Description of the task: Once you find the line with "index tip: (982, 957)" in the data that follows, repeat it and every line after it exactly, through the line with "index pip: (1139, 869)".

Human pose keypoint data:
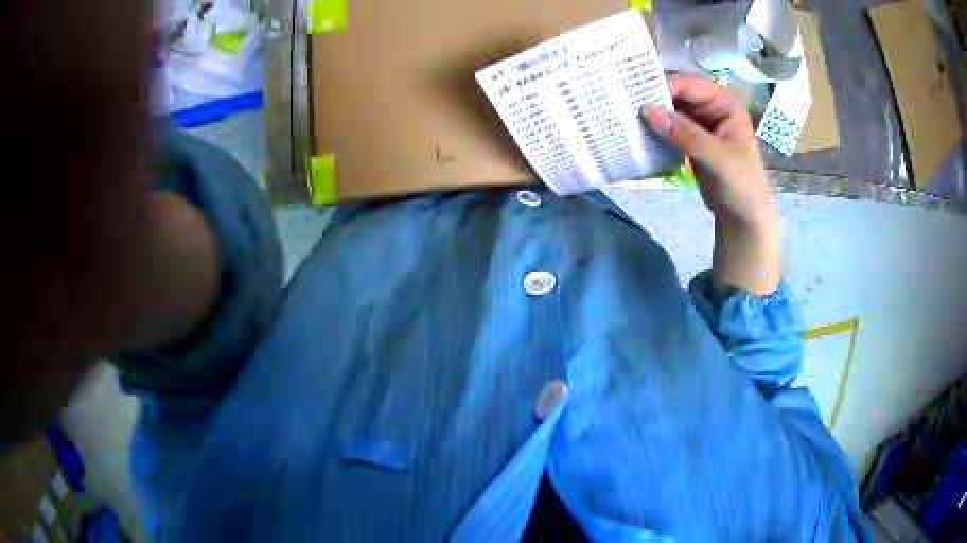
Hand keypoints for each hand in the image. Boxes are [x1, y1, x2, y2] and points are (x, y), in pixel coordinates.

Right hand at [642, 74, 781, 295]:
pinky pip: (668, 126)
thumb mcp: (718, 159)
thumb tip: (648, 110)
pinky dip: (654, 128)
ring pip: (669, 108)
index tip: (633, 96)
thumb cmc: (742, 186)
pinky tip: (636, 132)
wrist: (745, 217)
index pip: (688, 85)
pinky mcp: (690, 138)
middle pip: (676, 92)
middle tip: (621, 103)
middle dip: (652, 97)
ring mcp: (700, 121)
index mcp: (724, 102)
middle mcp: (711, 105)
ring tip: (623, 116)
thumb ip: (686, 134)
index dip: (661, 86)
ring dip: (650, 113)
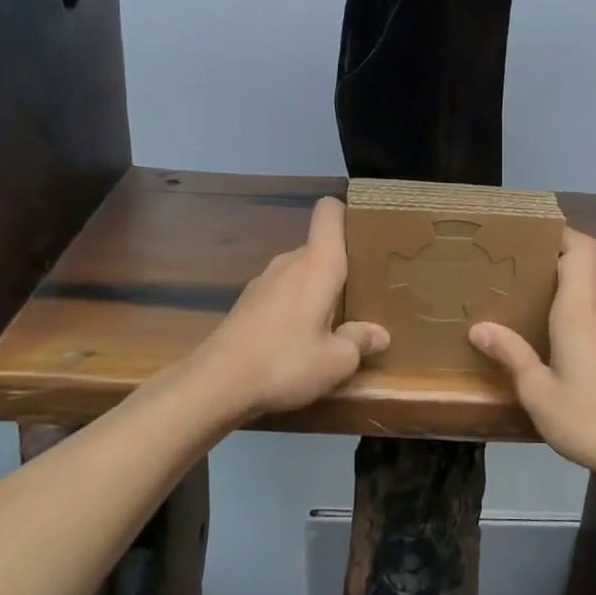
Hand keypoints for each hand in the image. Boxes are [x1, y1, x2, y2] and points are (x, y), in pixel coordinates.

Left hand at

==

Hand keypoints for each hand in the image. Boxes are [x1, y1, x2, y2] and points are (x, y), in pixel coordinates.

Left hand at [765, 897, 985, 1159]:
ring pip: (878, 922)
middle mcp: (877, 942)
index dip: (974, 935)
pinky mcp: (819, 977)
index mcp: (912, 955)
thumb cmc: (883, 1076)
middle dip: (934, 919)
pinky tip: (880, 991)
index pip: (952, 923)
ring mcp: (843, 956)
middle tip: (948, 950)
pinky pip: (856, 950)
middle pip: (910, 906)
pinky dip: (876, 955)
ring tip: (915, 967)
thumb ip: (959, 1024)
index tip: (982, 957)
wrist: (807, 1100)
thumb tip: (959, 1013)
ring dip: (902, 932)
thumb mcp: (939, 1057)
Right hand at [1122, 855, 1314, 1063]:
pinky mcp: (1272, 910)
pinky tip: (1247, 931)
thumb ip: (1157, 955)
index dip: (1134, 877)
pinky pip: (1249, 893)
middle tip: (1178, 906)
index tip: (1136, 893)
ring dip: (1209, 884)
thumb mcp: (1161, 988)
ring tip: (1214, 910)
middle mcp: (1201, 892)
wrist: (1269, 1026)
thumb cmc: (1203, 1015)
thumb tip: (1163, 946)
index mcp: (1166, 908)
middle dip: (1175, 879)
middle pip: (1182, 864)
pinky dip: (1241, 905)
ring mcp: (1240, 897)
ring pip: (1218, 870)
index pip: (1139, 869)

==

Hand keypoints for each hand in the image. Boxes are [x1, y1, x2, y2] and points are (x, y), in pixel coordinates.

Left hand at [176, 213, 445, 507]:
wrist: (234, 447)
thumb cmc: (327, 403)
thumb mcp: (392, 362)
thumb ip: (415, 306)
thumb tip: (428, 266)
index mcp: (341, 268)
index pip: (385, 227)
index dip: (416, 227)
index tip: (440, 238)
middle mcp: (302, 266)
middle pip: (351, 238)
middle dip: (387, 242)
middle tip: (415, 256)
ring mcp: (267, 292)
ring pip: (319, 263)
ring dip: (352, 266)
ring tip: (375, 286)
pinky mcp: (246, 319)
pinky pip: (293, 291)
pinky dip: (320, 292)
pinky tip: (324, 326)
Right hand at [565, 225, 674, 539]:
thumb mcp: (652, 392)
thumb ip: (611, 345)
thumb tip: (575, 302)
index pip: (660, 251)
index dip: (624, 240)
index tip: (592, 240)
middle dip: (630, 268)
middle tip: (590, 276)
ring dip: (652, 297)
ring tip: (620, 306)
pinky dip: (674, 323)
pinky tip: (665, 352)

Solution to the problem:
index tip: (982, 957)
wrist: (807, 1100)
thumb tip: (959, 1013)
ring dip: (902, 932)
thumb mcp: (939, 1057)
Right hand at [1122, 855, 1314, 1063]:
pinky mcp: (1272, 910)
pinky tip: (1247, 931)
thumb ip: (1157, 955)
index dip: (1134, 877)
pinky pip: (1249, 893)
middle tip: (1178, 906)
index tip: (1136, 893)
ring dip: (1209, 884)
thumb mcp: (1161, 988)
ring tip: (1214, 910)
middle mcp: (1201, 892)
wrist: (1269, 1026)
thumb cmc: (1203, 1015)
thumb tip: (1163, 946)
index mcp: (1166, 908)
middle dip: (1175, 879)
middle pip: (1182, 864)
pinky dip: (1241, 905)
ring mcp: (1240, 897)
ring pip: (1218, 870)
index pip: (1139, 869)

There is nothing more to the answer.